Copy all lines below containing "every".

■ **Exercise data**
^^^^^^^^^^^^^^^^

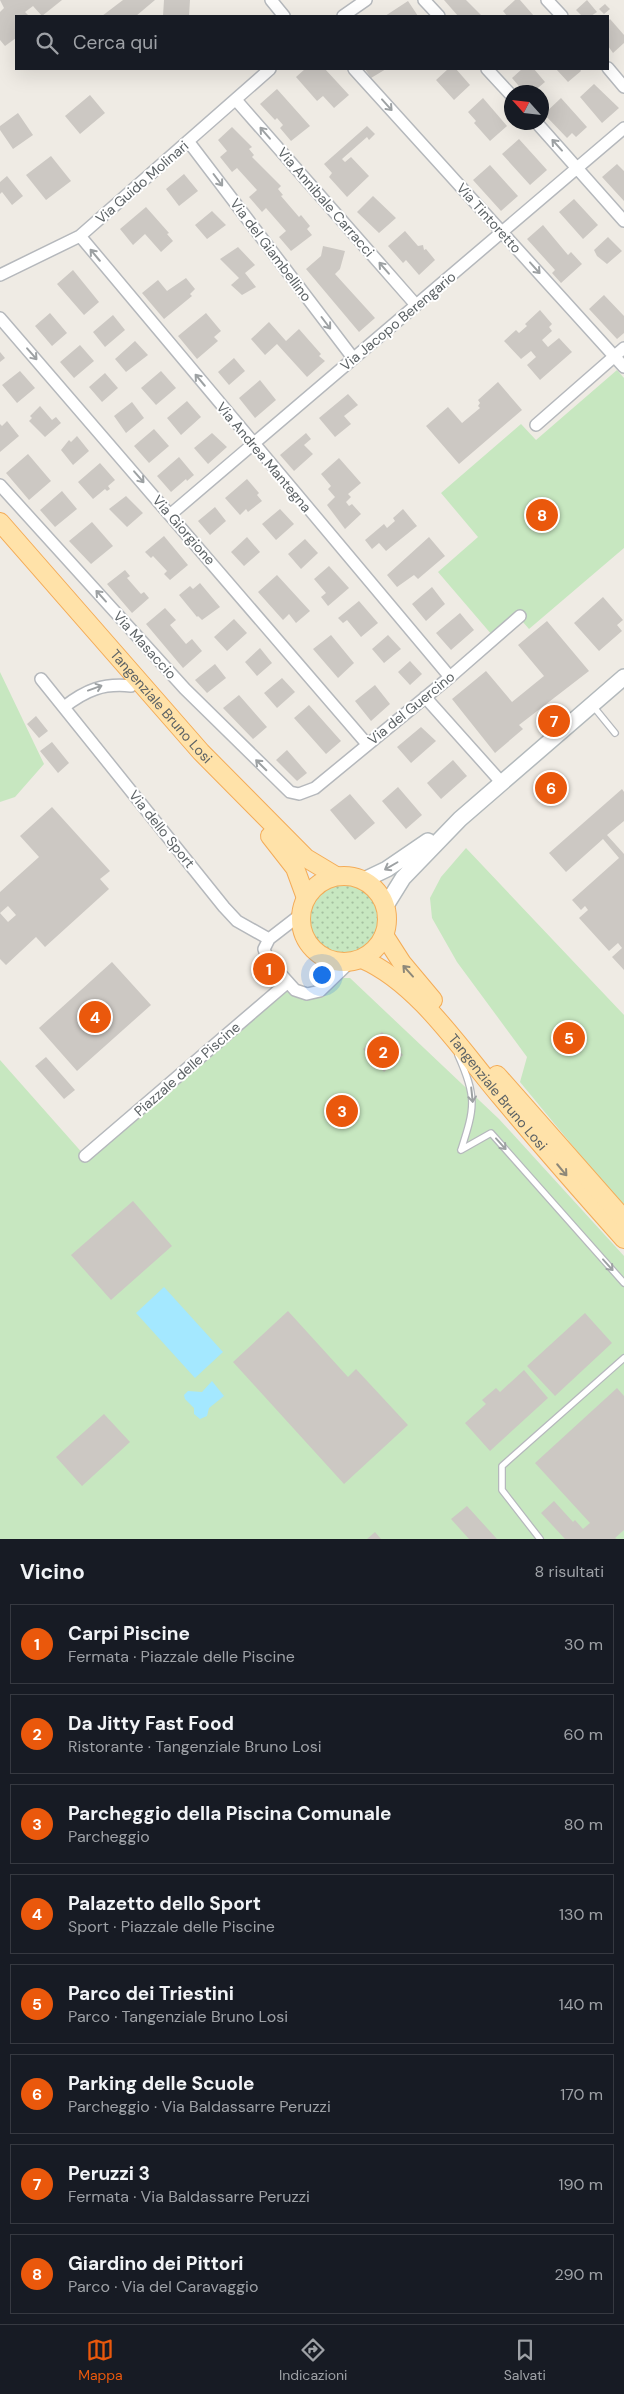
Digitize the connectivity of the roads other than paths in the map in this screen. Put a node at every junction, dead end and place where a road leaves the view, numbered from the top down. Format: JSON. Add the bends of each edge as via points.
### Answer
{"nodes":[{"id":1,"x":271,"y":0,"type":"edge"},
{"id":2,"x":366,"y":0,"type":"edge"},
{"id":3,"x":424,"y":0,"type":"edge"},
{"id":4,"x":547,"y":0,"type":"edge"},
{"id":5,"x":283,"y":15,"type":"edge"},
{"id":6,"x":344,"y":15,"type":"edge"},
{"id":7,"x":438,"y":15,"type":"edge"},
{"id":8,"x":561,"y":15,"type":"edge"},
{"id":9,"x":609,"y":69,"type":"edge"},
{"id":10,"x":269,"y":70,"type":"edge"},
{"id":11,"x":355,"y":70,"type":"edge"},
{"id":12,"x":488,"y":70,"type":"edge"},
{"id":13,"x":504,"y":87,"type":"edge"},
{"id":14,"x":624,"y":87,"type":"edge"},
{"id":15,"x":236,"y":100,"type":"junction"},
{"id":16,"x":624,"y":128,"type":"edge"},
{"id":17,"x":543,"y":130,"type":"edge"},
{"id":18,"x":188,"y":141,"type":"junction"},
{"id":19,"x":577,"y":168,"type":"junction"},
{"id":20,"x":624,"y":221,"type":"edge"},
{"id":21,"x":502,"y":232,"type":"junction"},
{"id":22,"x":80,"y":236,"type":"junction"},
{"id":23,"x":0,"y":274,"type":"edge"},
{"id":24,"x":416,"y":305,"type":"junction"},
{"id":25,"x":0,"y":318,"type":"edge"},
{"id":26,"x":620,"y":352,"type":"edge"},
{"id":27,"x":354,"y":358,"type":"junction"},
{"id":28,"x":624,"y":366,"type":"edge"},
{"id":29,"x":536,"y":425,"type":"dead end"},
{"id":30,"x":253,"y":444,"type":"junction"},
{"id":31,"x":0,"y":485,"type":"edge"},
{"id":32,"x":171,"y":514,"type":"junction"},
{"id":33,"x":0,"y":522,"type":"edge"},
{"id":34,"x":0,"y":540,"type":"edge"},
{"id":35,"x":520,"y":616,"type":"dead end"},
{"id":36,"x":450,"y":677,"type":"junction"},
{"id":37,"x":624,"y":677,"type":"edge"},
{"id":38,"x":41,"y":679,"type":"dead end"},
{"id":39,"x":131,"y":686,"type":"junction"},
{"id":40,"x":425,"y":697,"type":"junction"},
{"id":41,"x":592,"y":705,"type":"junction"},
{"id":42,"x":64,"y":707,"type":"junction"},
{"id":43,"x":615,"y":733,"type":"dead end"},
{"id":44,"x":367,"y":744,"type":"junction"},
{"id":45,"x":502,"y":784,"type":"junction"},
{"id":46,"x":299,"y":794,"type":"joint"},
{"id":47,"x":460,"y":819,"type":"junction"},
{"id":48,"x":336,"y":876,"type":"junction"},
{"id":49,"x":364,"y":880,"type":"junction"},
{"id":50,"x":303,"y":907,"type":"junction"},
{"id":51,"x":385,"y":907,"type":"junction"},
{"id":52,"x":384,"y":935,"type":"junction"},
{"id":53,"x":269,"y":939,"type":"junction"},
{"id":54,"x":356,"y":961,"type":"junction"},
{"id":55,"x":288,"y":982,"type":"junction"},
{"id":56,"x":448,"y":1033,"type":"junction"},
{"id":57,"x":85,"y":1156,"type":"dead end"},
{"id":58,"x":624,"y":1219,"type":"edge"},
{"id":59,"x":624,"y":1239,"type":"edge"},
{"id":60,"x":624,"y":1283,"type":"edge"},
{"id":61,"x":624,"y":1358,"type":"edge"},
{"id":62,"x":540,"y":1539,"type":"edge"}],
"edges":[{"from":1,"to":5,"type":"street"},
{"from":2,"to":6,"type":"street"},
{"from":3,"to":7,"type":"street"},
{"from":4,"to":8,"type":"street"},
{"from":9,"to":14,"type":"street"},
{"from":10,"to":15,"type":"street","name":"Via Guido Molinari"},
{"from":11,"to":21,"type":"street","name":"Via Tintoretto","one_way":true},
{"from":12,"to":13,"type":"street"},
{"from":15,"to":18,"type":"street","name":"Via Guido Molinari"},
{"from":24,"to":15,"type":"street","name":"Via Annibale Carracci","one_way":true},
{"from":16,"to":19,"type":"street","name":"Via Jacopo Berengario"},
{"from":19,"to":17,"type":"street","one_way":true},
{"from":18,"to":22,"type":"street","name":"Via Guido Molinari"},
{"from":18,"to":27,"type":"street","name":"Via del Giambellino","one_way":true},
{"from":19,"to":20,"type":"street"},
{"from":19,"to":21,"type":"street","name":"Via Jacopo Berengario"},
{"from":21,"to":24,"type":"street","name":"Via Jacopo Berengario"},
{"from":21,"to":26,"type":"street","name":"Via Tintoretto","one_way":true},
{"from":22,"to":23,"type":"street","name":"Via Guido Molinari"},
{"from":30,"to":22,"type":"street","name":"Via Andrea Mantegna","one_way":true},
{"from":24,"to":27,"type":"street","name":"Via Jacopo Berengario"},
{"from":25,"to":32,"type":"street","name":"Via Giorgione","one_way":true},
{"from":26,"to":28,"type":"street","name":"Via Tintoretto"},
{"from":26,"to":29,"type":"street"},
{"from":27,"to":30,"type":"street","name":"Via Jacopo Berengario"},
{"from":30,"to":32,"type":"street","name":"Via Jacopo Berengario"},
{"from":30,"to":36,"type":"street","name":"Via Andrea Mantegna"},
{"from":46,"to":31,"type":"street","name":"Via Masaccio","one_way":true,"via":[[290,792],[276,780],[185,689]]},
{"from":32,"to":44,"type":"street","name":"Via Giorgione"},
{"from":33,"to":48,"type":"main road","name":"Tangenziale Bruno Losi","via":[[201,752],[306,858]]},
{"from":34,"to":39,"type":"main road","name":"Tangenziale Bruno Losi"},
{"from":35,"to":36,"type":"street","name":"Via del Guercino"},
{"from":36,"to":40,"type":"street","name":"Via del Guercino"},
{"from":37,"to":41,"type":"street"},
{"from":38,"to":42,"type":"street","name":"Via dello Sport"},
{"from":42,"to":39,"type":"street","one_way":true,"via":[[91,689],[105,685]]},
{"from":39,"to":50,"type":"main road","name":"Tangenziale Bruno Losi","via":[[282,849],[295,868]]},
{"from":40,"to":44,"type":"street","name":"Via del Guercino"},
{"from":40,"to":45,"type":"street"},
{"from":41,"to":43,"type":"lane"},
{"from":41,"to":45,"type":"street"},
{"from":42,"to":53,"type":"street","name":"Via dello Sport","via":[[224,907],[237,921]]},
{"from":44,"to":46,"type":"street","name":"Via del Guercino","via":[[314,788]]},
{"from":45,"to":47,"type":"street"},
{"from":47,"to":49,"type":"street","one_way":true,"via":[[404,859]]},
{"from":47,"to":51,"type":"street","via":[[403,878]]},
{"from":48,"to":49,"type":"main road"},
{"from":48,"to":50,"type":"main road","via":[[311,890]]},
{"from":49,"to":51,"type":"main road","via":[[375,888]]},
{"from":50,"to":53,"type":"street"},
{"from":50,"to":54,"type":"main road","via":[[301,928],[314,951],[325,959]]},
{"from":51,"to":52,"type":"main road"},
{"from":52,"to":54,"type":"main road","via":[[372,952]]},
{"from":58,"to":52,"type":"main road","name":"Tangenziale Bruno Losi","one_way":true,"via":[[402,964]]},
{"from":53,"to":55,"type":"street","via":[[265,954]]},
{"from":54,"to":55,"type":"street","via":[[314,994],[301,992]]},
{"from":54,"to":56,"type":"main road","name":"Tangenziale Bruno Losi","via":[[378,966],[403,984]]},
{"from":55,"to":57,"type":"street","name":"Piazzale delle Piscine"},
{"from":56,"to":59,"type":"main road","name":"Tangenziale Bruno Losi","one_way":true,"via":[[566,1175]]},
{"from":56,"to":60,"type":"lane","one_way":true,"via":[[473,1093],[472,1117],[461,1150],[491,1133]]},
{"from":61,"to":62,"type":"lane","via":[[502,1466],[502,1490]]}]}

^^^^^^^^^^^^^^^^

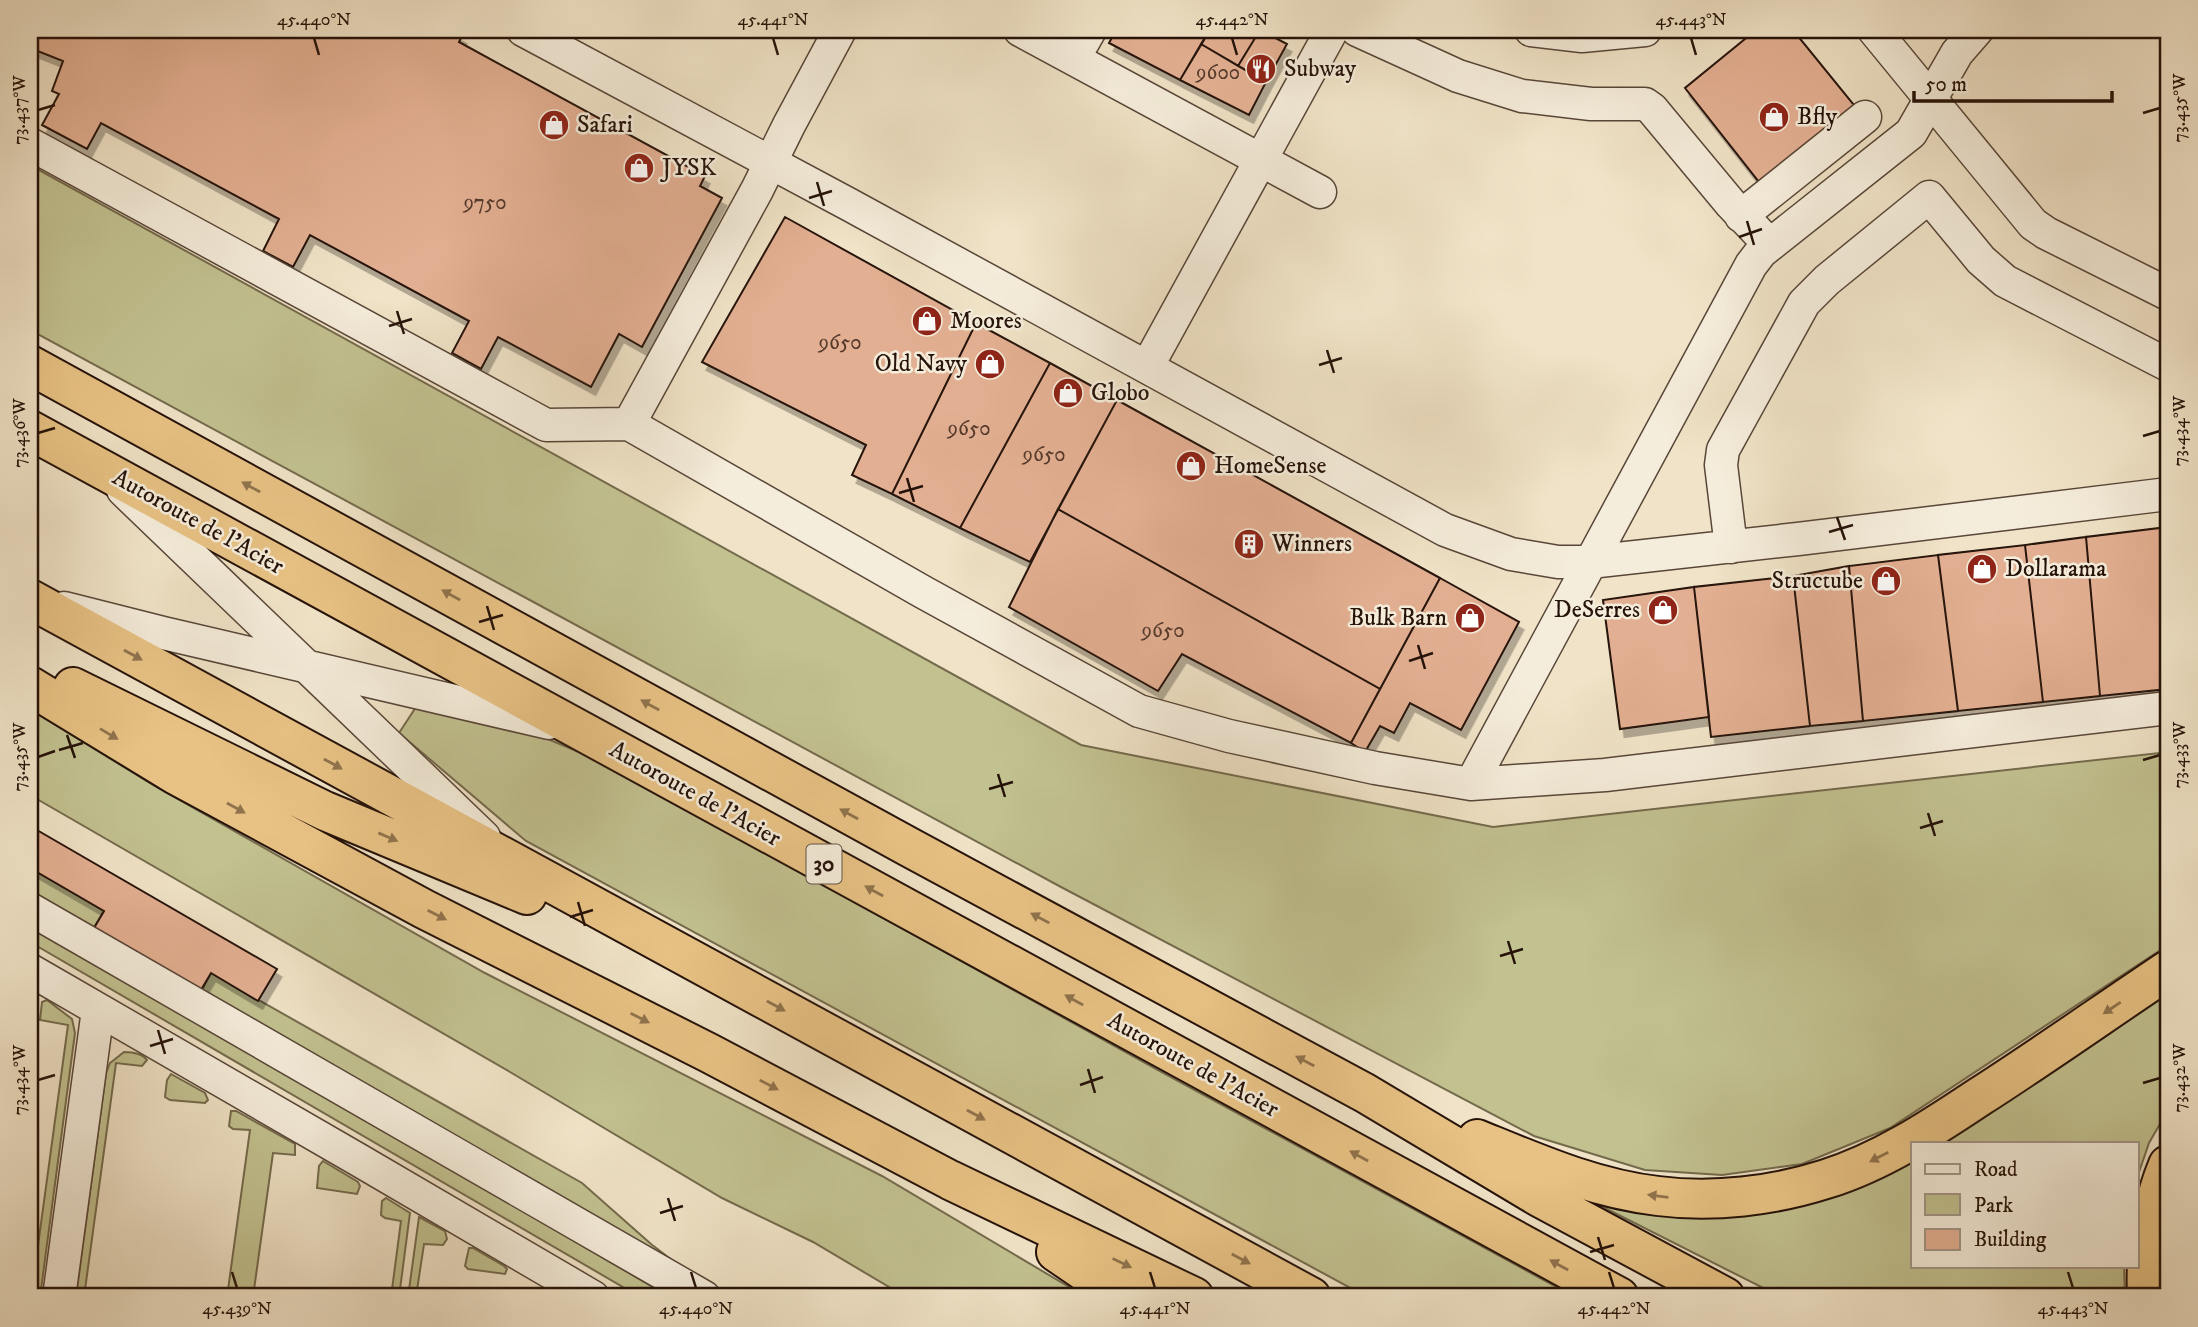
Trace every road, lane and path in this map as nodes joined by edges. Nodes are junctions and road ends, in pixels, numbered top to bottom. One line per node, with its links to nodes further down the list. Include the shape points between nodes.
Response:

^^^^^^^^^^^^^^^^

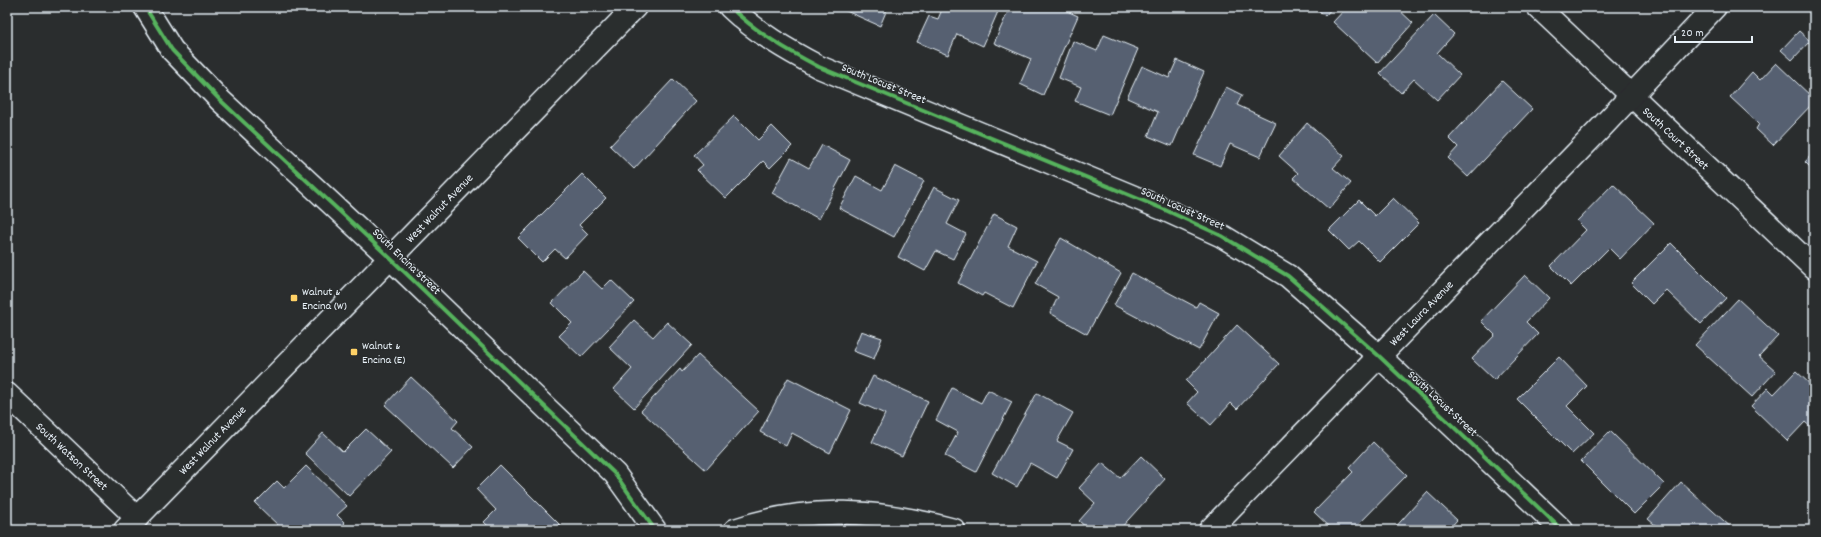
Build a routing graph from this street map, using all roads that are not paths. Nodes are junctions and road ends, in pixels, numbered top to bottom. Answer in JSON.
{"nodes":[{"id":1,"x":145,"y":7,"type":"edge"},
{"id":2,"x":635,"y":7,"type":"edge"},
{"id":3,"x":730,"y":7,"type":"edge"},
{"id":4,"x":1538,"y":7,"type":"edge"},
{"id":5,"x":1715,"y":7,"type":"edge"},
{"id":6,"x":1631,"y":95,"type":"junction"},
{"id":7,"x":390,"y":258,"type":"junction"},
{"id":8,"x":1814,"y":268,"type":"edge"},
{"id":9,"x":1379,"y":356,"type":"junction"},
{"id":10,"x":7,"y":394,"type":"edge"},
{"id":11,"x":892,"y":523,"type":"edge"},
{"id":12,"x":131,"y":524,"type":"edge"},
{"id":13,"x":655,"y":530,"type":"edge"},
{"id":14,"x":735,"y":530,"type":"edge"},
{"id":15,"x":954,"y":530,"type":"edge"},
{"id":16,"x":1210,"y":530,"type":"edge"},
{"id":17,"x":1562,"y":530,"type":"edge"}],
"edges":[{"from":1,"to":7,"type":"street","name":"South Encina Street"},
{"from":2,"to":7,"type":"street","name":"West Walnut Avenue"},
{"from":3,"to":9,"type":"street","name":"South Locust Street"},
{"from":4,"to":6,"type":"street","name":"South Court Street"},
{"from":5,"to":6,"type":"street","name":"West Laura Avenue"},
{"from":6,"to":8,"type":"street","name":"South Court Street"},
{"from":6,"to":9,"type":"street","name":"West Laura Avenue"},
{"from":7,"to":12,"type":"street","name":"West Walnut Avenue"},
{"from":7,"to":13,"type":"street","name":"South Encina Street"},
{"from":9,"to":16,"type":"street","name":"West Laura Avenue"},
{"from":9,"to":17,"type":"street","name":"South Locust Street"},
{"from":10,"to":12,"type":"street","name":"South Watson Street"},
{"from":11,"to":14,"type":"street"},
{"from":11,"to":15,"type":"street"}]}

^^^^^^^^^^^^^^^^

■ **Solution for this exercise**
Digitize the connectivity of the roads other than paths in the map in this screen. Put a node at every junction, dead end and place where a road leaves the view, numbered from the top down. Format: JSON. Add the bends of each edge as via points.
Trace every road, lane and path in this map as nodes joined by edges. Nodes are junctions and road ends, in pixels, numbered top to bottom. One line per node, with its links to nodes further down the list. Include the shape points between nodes.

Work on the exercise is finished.